Introduction
For this Short Movie Time, we want to present Nebiro Hashimoto’s Tokyo Girl (2019) the winner of the Cinema Fan Award (Pia-Nist Prize) at last year’s Pia Film Festival.
Nebiro Hashimoto, born in 1994, only learned the potential of filmic expression at university, a revelation that led him to start making films as well as entering the TOKYO VISUAL ARTS college after graduating.
Review
Hashimoto’s short narrative Tokyo Girl is driven by speech, driven by a fast concatenation of signifiers, driven by a monologue delivered by a girl (Hiragi Mako) with haste to the spectator. The girl’s raw voice, as emitted from her raw self, explicitly addressed to the spectator, is in fact nothing other than an expression of subjectivity.
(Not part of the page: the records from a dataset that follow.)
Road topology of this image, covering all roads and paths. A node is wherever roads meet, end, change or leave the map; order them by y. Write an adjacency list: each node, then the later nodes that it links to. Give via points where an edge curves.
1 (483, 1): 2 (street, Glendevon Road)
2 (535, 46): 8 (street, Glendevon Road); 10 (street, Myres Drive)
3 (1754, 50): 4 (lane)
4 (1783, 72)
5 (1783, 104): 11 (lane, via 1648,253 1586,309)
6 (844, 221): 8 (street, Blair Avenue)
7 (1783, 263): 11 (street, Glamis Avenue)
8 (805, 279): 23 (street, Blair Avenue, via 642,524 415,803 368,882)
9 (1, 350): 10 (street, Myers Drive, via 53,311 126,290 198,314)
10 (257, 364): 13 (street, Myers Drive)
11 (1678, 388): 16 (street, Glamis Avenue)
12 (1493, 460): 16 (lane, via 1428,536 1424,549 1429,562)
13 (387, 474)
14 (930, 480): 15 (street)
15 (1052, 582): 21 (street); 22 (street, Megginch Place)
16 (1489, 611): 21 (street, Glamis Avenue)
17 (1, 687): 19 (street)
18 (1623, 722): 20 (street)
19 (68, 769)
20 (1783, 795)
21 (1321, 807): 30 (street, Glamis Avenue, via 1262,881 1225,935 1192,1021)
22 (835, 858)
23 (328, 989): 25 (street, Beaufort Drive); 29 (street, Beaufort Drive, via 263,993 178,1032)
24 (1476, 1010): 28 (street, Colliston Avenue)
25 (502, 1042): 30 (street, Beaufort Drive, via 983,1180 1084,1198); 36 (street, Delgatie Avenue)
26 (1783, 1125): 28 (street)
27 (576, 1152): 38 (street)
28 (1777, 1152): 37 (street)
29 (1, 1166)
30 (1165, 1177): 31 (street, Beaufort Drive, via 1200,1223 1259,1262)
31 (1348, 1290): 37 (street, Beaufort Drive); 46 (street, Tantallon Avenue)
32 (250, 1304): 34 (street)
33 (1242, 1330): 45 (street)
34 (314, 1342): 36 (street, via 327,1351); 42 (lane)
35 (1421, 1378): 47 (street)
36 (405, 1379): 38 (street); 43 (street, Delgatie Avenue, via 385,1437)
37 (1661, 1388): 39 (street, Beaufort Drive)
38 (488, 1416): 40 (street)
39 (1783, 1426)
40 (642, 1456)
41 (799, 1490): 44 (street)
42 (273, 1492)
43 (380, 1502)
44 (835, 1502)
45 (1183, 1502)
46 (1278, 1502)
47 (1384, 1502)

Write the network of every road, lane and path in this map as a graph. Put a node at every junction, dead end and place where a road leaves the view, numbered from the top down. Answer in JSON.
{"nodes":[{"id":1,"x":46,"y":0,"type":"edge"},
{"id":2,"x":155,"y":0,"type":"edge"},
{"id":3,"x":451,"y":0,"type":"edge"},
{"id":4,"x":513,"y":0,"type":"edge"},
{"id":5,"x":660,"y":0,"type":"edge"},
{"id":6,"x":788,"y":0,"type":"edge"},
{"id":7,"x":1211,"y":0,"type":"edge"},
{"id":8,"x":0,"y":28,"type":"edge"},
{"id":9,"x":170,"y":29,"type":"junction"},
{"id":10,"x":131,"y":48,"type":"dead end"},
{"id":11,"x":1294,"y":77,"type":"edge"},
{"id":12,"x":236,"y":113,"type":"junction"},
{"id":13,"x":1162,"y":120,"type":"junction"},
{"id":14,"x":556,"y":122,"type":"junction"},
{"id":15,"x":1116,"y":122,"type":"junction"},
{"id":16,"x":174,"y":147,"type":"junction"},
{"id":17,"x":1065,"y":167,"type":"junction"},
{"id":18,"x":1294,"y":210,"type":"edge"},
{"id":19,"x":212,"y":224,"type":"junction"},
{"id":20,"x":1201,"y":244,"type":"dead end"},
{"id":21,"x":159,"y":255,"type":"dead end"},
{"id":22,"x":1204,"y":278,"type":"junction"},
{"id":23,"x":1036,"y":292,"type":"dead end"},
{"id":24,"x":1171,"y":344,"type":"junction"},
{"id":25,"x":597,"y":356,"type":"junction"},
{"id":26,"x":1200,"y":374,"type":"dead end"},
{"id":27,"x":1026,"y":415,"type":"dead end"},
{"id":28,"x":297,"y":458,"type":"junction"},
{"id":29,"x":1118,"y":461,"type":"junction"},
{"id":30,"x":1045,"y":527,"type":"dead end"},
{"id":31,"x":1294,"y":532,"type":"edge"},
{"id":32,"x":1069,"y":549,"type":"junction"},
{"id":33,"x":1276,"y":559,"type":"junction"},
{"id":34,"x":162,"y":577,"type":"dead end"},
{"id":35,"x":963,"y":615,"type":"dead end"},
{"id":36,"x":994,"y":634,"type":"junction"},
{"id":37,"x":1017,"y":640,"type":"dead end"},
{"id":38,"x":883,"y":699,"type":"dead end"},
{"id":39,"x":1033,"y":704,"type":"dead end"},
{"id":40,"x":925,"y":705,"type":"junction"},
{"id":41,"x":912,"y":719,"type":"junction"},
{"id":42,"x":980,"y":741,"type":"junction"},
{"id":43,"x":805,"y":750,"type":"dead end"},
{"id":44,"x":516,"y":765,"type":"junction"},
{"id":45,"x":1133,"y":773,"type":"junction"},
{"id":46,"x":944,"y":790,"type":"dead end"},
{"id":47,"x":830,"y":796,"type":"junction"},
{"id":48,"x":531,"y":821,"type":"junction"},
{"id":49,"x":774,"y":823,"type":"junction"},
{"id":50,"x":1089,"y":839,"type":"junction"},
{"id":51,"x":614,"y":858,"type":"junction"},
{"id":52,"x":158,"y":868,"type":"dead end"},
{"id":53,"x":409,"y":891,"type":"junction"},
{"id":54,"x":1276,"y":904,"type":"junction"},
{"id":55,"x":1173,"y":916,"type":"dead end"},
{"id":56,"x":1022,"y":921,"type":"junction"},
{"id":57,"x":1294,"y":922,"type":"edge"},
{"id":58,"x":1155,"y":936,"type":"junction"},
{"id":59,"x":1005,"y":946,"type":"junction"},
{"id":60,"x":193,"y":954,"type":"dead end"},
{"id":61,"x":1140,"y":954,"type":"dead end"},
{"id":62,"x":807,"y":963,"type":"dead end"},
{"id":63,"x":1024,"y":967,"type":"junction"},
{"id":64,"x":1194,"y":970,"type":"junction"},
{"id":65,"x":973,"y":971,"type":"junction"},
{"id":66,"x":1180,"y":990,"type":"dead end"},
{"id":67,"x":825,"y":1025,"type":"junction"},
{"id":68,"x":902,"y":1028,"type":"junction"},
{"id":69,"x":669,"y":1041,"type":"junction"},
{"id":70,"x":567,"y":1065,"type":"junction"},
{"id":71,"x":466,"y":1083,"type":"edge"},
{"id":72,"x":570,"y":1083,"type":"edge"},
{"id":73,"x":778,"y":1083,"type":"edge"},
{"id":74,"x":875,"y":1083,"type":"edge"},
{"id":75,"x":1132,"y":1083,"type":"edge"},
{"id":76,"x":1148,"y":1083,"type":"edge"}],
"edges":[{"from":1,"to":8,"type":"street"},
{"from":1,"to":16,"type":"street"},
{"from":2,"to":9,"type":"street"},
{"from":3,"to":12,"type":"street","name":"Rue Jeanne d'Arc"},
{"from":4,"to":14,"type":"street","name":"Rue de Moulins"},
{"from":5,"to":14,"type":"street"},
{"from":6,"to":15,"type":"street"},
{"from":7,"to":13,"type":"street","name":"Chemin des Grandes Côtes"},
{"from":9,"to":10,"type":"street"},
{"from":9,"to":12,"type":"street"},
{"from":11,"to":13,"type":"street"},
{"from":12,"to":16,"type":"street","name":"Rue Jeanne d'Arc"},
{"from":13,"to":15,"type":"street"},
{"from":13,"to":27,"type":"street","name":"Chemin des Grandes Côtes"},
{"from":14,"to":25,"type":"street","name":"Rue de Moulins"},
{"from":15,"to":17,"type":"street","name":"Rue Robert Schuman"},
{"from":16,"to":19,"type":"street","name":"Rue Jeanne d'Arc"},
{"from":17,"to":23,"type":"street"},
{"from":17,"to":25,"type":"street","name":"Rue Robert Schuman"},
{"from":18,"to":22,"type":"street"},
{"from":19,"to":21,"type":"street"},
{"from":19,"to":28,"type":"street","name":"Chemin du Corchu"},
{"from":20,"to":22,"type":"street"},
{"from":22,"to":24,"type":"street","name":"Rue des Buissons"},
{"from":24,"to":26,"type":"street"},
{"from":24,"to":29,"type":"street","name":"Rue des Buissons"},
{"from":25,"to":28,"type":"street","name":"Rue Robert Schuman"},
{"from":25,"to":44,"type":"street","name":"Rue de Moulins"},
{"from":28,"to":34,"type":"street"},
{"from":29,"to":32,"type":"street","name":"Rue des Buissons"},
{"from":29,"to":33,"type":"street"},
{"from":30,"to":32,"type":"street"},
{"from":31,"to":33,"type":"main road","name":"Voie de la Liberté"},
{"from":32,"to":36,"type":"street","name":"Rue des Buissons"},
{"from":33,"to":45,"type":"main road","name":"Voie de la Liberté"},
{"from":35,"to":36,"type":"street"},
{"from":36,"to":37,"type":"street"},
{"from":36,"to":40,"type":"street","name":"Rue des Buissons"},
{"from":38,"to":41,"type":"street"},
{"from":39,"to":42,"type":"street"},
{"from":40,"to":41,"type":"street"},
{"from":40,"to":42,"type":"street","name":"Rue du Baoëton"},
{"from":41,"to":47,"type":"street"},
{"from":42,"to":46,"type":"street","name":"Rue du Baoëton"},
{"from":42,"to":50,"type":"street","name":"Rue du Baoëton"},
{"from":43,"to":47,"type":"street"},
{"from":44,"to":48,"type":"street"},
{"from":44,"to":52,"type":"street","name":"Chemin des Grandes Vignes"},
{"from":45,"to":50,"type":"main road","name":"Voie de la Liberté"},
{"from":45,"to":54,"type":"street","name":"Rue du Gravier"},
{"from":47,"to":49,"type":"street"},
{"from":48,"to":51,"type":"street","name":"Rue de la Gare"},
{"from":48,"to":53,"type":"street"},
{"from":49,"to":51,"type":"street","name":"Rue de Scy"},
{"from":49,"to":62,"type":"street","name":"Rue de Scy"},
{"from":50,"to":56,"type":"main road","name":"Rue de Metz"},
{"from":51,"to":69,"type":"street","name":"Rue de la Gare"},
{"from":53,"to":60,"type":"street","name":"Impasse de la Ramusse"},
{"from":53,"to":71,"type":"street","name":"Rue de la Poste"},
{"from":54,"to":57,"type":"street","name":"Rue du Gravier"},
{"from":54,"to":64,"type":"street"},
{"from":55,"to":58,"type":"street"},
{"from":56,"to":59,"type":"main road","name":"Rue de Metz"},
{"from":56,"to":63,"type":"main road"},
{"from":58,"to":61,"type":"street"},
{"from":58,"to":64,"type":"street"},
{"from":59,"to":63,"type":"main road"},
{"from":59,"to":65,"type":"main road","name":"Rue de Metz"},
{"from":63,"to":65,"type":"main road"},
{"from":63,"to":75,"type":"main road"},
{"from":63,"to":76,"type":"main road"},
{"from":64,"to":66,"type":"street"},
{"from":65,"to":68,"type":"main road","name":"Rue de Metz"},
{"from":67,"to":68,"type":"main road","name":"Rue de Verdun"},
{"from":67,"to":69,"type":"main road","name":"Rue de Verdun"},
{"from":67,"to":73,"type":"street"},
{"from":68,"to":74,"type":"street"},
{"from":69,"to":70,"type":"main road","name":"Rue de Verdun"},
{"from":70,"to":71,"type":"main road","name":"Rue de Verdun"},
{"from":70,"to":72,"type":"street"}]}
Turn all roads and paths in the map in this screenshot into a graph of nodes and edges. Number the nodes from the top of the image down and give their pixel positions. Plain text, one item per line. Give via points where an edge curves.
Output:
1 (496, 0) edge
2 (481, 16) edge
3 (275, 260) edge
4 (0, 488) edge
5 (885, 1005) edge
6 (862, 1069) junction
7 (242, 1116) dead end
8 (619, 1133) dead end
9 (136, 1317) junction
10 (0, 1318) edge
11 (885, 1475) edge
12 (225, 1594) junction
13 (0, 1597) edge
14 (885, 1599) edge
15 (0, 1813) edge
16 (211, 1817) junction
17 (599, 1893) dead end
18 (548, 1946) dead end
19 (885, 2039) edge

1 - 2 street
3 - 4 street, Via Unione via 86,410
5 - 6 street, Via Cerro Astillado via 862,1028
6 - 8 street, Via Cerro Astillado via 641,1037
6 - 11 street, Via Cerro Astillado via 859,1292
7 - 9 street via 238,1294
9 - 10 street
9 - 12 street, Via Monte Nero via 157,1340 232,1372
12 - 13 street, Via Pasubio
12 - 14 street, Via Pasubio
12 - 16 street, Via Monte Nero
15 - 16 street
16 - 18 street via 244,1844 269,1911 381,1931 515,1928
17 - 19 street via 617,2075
But the girl’s monologue is not just an expression of subjectivity, it is an expression of a troubled subjectivity that, with much clarity, touches upon the problematic dimension of contemporary Japanese society. While she likens her existence to a pebble in a shoe – her existence an impure instance, a disturbing existence that doesn’t belong and disturbs others, such comparison only reveals how problematic her coming-into-being in contemporary society has been.
If she, in her critical analysis of certain facets Japanese society, touches upon things like a copy-and-paste style of living and the intimate but impersonal relation people have with their phones, it is because these aspects have marked, directly or indirectly, her subjectivity. Eventually – and not surprisingly – she also reveals how the dimension of sexuality, ever in play between men and women, has marked her, how men, according to her experience, only see her as an object-to-be-sexually-enjoyed and not as a subject-to-be-loved.
The alienation in modern society – the living with no reason – our girl touches upon, is an alienation born from the difficulty to establish meaningful social bonds with each other, from the difficulty for subjects to connect with each other at the level of their subjectivity. It is not difficult to see that the alienation from others our girl feels and the self-centeredness ‘jibunkatte’ she apologizes for are related. These aspect are, in fact, both caused by the high-technological neo-liberal modern society.
Hashimoto’s narrative also touches upon the psychoanalytical idea that our ego is fragmentary and constantly changes – memories being overwritten, rewritten, and deleted, but our subjective logic remains the same. Our girl’s subjective logic is, in fact, driven by one desire: the desire to be loved.
That the pace of the cinematographical composition is frantic, in accordance with the haste of speech should not surprise anyone. But it is not only the pace of the narrative, e.g. the quick concatenation of shots, that is frantic, the cinematographical movement within Hashimoto’s composition is frenetic as well. Rather than aiming to tell a narrative with images, Hashimoto’s energetic and dynamic concatenation of shots aims to emit ephemeral impressions of the life of our Tokyo girl.
But, in our opinion, the effect of the cinematography goes further. The frantic composition of impressions does not only evoke the frantic pace of modernity, it also visually evokes how, in accordance with this frantic pace, the ego as personal set-up is subjected to constant change. Her voice, for that matter, also shows how she is subjected to modernity, but subtly points to the fact that underlying the faced-paced alteration lies an unchanged subjective structure.
Another element worth mentioning concerns the integration of on-screen text in the wild cinematographic mix. Within the frantic maelstrom of visual impressions, this on-screen text has no other function than to emphasize certain fragments of the girls’ monologue, e.g. ‘This is what this is’, ‘So I apologize for that’, … etc..
Nebiro Hashimoto’s Tokyo Girl is something special. Only 8 minutes in duration, Hashimoto’s narrative, an urgently delivered monologue supported by a frantic composed concatenation of fragmentary impressions, offers a more clear analysis of the problems subjects have to cope with within contemporary society than most feature-length movies do in there entire run-time. While Tokyo Girl is but a short-movie, Nebiro Hashimoto’s Tokyo Girl has convinced us of his talent. In short, a director to keep one’s eye on.